> [Data supplied]:
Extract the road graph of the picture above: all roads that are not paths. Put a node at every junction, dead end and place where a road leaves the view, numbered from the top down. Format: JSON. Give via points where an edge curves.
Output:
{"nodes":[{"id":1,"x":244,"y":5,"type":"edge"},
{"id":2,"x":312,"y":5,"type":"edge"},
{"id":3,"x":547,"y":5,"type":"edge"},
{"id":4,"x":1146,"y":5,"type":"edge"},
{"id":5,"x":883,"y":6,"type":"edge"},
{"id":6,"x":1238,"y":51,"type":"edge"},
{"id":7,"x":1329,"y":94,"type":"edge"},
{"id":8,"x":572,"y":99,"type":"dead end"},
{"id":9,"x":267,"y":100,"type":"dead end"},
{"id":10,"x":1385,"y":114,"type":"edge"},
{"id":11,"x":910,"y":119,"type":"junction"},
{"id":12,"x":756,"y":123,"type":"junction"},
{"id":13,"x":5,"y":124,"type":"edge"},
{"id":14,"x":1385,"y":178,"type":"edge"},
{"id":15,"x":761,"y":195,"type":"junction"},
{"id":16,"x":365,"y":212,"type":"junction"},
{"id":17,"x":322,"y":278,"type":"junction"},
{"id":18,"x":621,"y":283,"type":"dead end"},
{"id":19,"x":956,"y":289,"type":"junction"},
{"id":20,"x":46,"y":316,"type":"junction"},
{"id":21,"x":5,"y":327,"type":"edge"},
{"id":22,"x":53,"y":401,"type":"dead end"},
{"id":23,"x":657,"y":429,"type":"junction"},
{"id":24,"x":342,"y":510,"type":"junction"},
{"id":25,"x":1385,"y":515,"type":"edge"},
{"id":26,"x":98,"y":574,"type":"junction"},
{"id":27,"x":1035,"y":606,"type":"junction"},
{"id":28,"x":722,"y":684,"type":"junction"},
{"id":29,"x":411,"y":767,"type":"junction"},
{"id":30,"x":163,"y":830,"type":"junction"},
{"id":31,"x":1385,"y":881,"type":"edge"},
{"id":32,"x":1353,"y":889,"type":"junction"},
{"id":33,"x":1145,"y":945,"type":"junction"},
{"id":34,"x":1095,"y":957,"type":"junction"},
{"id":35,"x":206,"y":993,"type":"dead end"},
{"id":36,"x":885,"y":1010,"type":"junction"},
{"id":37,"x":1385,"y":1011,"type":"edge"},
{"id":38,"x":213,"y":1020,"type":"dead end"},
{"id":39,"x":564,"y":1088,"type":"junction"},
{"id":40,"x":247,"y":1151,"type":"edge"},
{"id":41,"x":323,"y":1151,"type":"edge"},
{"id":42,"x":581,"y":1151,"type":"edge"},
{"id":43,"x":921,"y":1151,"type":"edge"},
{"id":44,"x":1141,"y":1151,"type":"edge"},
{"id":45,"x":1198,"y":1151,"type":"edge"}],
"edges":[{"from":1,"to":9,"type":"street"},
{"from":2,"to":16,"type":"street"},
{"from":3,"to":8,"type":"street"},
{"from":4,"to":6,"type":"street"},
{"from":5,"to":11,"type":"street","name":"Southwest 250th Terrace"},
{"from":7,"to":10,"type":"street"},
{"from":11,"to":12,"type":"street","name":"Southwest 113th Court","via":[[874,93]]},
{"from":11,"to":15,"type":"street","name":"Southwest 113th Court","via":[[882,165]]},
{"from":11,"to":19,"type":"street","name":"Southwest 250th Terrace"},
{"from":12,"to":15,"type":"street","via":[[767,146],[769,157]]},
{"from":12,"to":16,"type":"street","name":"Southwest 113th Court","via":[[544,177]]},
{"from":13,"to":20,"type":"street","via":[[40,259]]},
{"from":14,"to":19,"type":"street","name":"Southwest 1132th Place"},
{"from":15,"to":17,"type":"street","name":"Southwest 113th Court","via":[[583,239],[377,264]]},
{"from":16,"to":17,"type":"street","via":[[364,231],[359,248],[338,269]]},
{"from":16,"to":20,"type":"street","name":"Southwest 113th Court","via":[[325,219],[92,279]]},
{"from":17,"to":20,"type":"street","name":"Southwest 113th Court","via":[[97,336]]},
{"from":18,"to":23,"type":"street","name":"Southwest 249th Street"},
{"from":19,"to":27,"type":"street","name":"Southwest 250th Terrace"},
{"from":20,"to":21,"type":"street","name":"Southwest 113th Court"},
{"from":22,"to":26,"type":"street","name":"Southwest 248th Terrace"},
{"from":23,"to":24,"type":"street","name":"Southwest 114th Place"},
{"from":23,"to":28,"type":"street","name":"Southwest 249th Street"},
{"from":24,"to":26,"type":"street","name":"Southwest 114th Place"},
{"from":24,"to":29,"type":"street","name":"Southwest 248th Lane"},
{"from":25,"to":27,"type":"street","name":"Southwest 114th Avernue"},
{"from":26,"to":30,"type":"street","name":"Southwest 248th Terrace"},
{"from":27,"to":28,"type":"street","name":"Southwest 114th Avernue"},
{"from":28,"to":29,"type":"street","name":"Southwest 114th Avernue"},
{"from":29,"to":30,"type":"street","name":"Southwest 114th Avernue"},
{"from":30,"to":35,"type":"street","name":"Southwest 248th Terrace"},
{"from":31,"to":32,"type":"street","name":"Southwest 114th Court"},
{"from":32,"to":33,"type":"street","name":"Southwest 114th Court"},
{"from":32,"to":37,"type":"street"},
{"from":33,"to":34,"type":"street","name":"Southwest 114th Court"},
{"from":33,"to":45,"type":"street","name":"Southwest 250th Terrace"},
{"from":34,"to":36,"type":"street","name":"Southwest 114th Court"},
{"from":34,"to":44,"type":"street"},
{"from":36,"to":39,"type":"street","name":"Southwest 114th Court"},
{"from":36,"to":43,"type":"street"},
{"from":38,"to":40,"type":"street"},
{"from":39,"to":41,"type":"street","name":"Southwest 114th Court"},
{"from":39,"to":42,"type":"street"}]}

> [Problem requirements]: Return the full material unchanged.

> [Response to the exercise]:
Extract the road graph of the picture above: all roads that are not paths. Put a node at every junction, dead end and place where a road leaves the view, numbered from the top down. Format: JSON. Give via points where an edge curves.
Output:
{"nodes":[{"id":1,"x":244,"y":5,"type":"edge"},
{"id":2,"x":312,"y":5,"type":"edge"},
{"id":3,"x":547,"y":5,"type":"edge"},
{"id":4,"x":1146,"y":5,"type":"edge"},
{"id":5,"x":883,"y":6,"type":"edge"},
{"id":6,"x":1238,"y":51,"type":"edge"},
{"id":7,"x":1329,"y":94,"type":"edge"},
{"id":8,"x":572,"y":99,"type":"dead end"},
{"id":9,"x":267,"y":100,"type":"dead end"},
{"id":10,"x":1385,"y":114,"type":"edge"},
{"id":11,"x":910,"y":119,"type":"junction"},
{"id":12,"x":756,"y":123,"type":"junction"},
{"id":13,"x":5,"y":124,"type":"edge"},
{"id":14,"x":1385,"y":178,"type":"edge"},
{"id":15,"x":761,"y":195,"type":"junction"},
{"id":16,"x":365,"y":212,"type":"junction"},
{"id":17,"x":322,"y":278,"type":"junction"},
{"id":18,"x":621,"y":283,"type":"dead end"},
{"id":19,"x":956,"y":289,"type":"junction"},
{"id":20,"x":46,"y":316,"type":"junction"},
{"id":21,"x":5,"y":327,"type":"edge"},
{"id":22,"x":53,"y":401,"type":"dead end"},
{"id":23,"x":657,"y":429,"type":"junction"},
{"id":24,"x":342,"y":510,"type":"junction"},
{"id":25,"x":1385,"y":515,"type":"edge"},
{"id":26,"x":98,"y":574,"type":"junction"},
{"id":27,"x":1035,"y":606,"type":"junction"},
{"id":28,"x":722,"y":684,"type":"junction"},
{"id":29,"x":411,"y":767,"type":"junction"},
{"id":30,"x":163,"y":830,"type":"junction"},
{"id":31,"x":1385,"y":881,"type":"edge"},
{"id":32,"x":1353,"y":889,"type":"junction"},
{"id":33,"x":1145,"y":945,"type":"junction"},
{"id":34,"x":1095,"y":957,"type":"junction"},
{"id":35,"x":206,"y":993,"type":"dead end"},
{"id":36,"x":885,"y":1010,"type":"junction"},
{"id":37,"x":1385,"y":1011,"type":"edge"},
{"id":38,"x":213,"y":1020,"type":"dead end"},
{"id":39,"x":564,"y":1088,"type":"junction"},
{"id":40,"x":247,"y":1151,"type":"edge"},
{"id":41,"x":323,"y":1151,"type":"edge"},
{"id":42,"x":581,"y":1151,"type":"edge"},
{"id":43,"x":921,"y":1151,"type":"edge"},
{"id":44,"x":1141,"y":1151,"type":"edge"},
{"id":45,"x":1198,"y":1151,"type":"edge"}],
"edges":[{"from":1,"to":9,"type":"street"},
{"from":2,"to":16,"type":"street"},
{"from":3,"to":8,"type":"street"},
{"from":4,"to":6,"type":"street"},
{"from":5,"to":11,"type":"street","name":"Southwest 250th Terrace"},
{"from":7,"to":10,"type":"street"},
{"from":11,"to":12,"type":"street","name":"Southwest 113th Court","via":[[874,93]]},
{"from":11,"to":15,"type":"street","name":"Southwest 113th Court","via":[[882,165]]},
{"from":11,"to":19,"type":"street","name":"Southwest 250th Terrace"},
{"from":12,"to":15,"type":"street","via":[[767,146],[769,157]]},
{"from":12,"to":16,"type":"street","name":"Southwest 113th Court","via":[[544,177]]},
{"from":13,"to":20,"type":"street","via":[[40,259]]},
{"from":14,"to":19,"type":"street","name":"Southwest 1132th Place"},
{"from":15,"to":17,"type":"street","name":"Southwest 113th Court","via":[[583,239],[377,264]]},
{"from":16,"to":17,"type":"street","via":[[364,231],[359,248],[338,269]]},
{"from":16,"to":20,"type":"street","name":"Southwest 113th Court","via":[[325,219],[92,279]]},
{"from":17,"to":20,"type":"street","name":"Southwest 113th Court","via":[[97,336]]},
{"from":18,"to":23,"type":"street","name":"Southwest 249th Street"},
{"from":19,"to":27,"type":"street","name":"Southwest 250th Terrace"},
{"from":20,"to":21,"type":"street","name":"Southwest 113th Court"},
{"from":22,"to":26,"type":"street","name":"Southwest 248th Terrace"},
{"from":23,"to":24,"type":"street","name":"Southwest 114th Place"},
{"from":23,"to":28,"type":"street","name":"Southwest 249th Street"},
{"from":24,"to":26,"type":"street","name":"Southwest 114th Place"},
{"from":24,"to":29,"type":"street","name":"Southwest 248th Lane"},
{"from":25,"to":27,"type":"street","name":"Southwest 114th Avernue"},
{"from":26,"to":30,"type":"street","name":"Southwest 248th Terrace"},
{"from":27,"to":28,"type":"street","name":"Southwest 114th Avernue"},
{"from":28,"to":29,"type":"street","name":"Southwest 114th Avernue"},
{"from":29,"to":30,"type":"street","name":"Southwest 114th Avernue"},
{"from":30,"to":35,"type":"street","name":"Southwest 248th Terrace"},
{"from":31,"to":32,"type":"street","name":"Southwest 114th Court"},
{"from":32,"to":33,"type":"street","name":"Southwest 114th Court"},
{"from":32,"to":37,"type":"street"},
{"from":33,"to":34,"type":"street","name":"Southwest 114th Court"},
{"from":33,"to":45,"type":"street","name":"Southwest 250th Terrace"},
{"from":34,"to":36,"type":"street","name":"Southwest 114th Court"},
{"from":34,"to":44,"type":"street"},
{"from":36,"to":39,"type":"street","name":"Southwest 114th Court"},
{"from":36,"to":43,"type":"street"},
{"from":38,"to":40,"type":"street"},
{"from":39,"to":41,"type":"street","name":"Southwest 114th Court"},
{"from":39,"to":42,"type":"street"}]}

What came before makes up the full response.